(Collected data entries)
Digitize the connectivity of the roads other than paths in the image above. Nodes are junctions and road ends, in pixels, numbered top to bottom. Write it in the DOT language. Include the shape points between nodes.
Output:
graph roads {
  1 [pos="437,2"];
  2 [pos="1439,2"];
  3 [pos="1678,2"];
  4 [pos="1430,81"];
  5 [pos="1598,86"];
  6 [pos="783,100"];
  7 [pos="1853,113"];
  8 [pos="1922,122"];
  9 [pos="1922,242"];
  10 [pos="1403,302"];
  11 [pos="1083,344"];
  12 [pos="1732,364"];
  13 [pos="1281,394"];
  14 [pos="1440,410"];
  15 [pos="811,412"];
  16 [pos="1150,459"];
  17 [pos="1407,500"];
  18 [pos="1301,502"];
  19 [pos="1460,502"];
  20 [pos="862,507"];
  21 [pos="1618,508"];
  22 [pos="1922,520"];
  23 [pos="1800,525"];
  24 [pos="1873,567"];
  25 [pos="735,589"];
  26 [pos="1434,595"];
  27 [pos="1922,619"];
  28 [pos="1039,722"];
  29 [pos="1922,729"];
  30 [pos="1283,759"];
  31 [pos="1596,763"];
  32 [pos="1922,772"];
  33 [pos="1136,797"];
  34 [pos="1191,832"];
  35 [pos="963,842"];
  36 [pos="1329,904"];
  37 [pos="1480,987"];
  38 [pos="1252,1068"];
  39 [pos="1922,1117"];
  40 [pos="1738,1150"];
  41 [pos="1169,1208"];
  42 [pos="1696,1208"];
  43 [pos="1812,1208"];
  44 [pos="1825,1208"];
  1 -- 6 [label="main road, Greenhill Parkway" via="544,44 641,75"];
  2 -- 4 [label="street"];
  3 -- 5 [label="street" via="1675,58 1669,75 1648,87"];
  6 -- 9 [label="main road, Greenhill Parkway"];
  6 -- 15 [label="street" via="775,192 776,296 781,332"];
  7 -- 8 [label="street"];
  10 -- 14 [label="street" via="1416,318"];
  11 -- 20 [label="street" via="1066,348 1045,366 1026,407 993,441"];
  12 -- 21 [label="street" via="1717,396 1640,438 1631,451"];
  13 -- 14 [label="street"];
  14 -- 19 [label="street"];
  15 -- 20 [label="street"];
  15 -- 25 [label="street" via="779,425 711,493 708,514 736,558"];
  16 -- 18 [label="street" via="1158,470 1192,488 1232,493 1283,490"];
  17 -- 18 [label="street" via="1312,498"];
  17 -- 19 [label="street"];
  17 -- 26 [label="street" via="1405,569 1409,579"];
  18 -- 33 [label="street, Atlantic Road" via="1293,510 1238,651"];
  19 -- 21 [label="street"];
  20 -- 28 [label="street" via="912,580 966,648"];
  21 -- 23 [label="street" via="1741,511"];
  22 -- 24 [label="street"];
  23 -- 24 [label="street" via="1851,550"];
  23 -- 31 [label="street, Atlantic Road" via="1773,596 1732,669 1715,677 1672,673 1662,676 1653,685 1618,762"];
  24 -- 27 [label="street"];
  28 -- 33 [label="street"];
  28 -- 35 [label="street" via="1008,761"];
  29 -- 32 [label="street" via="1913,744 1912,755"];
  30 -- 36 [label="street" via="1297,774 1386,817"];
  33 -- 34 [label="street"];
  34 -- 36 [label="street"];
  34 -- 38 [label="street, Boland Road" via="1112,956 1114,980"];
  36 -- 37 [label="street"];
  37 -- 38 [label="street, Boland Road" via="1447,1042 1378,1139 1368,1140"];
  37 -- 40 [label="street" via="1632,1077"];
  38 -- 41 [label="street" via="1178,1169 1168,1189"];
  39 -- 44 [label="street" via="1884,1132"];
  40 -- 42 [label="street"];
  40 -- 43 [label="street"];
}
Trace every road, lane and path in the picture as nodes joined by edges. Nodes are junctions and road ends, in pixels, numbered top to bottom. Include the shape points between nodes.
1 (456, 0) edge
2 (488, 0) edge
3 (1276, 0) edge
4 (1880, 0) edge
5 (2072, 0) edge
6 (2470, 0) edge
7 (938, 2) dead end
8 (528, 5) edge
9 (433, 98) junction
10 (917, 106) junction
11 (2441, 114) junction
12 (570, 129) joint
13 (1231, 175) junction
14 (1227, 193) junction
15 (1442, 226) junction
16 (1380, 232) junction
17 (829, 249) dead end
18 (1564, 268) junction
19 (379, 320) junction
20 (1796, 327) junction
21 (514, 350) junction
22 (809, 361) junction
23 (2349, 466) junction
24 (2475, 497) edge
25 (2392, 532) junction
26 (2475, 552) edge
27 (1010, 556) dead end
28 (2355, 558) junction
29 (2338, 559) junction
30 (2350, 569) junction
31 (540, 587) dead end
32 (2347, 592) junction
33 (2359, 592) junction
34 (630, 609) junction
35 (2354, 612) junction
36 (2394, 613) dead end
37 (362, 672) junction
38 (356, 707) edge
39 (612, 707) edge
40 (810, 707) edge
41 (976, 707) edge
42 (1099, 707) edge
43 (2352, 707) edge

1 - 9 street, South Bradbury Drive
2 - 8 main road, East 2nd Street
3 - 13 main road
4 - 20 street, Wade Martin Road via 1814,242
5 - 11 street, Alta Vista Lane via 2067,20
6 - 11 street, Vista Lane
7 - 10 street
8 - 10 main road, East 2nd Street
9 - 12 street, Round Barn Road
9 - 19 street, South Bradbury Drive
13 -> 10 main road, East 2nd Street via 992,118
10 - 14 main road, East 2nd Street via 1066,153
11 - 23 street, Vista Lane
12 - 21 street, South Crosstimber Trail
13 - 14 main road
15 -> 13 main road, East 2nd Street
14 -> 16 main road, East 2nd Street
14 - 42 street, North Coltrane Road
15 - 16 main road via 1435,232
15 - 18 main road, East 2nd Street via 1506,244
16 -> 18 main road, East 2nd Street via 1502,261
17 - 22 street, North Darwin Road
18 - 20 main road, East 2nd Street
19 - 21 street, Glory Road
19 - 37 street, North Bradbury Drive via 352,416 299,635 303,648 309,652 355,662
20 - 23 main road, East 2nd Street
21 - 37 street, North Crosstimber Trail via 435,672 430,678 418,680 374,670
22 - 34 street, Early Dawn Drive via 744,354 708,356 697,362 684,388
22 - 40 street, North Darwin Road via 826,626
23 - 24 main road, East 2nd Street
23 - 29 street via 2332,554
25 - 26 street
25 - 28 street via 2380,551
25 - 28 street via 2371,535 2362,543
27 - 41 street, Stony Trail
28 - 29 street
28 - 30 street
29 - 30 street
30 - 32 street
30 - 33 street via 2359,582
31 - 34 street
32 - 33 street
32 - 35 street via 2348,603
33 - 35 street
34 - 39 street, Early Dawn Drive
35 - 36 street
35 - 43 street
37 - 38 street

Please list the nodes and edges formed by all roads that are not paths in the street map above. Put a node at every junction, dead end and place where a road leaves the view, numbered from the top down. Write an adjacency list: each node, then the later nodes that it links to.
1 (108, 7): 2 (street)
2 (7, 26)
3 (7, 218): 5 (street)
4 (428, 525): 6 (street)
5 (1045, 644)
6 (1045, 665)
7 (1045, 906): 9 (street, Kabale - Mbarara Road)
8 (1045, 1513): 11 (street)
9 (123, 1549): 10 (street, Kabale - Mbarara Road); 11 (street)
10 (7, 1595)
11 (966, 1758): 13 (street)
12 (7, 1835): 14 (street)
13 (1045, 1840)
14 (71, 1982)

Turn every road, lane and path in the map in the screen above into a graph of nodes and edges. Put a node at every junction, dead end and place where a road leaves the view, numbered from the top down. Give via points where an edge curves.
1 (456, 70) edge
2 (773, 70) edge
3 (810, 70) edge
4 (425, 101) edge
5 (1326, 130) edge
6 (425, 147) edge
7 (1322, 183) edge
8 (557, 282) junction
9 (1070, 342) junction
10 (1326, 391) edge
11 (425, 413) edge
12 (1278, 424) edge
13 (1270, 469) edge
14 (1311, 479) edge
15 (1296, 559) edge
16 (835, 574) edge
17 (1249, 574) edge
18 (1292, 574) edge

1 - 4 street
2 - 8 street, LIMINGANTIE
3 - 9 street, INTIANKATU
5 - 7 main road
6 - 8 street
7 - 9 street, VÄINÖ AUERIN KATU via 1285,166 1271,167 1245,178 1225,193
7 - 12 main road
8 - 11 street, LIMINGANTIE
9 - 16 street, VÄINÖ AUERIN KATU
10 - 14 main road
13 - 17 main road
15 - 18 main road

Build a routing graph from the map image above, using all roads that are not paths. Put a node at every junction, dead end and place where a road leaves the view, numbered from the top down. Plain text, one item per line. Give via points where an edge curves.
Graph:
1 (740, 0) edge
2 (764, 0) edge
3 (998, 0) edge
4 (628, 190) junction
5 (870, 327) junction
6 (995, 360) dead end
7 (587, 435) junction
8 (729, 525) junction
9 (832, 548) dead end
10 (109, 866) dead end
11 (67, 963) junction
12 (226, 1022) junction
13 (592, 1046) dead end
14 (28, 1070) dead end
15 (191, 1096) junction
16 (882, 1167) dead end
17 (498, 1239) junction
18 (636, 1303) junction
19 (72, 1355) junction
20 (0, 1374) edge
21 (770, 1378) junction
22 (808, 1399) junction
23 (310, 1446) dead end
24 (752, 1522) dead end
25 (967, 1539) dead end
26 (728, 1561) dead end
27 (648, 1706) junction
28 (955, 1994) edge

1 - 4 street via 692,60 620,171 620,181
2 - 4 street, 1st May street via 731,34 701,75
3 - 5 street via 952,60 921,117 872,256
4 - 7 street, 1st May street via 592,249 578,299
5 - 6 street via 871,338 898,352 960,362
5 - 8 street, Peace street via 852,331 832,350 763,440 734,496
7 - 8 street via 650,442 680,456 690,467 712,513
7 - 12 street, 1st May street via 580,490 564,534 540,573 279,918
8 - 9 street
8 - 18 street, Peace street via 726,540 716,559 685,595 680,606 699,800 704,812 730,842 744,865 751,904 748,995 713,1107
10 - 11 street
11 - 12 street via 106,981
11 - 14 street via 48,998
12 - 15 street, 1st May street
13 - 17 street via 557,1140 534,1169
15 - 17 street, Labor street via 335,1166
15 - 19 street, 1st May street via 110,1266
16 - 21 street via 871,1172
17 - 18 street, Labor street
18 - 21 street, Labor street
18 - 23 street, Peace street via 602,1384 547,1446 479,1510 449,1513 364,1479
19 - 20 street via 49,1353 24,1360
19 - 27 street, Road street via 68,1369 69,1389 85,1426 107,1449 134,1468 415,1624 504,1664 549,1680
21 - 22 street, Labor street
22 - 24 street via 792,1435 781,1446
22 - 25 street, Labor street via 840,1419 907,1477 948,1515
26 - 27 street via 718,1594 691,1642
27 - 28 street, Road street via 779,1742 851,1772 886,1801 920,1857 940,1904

**INSTRUCTIONS TO FOLLOW**
All lines in the records with the string "Darwin" should be copied out.

**YOUR RESPONSE**
17 - 22 street, North Darwin Road
22 - 40 street, North Darwin Road via 826,626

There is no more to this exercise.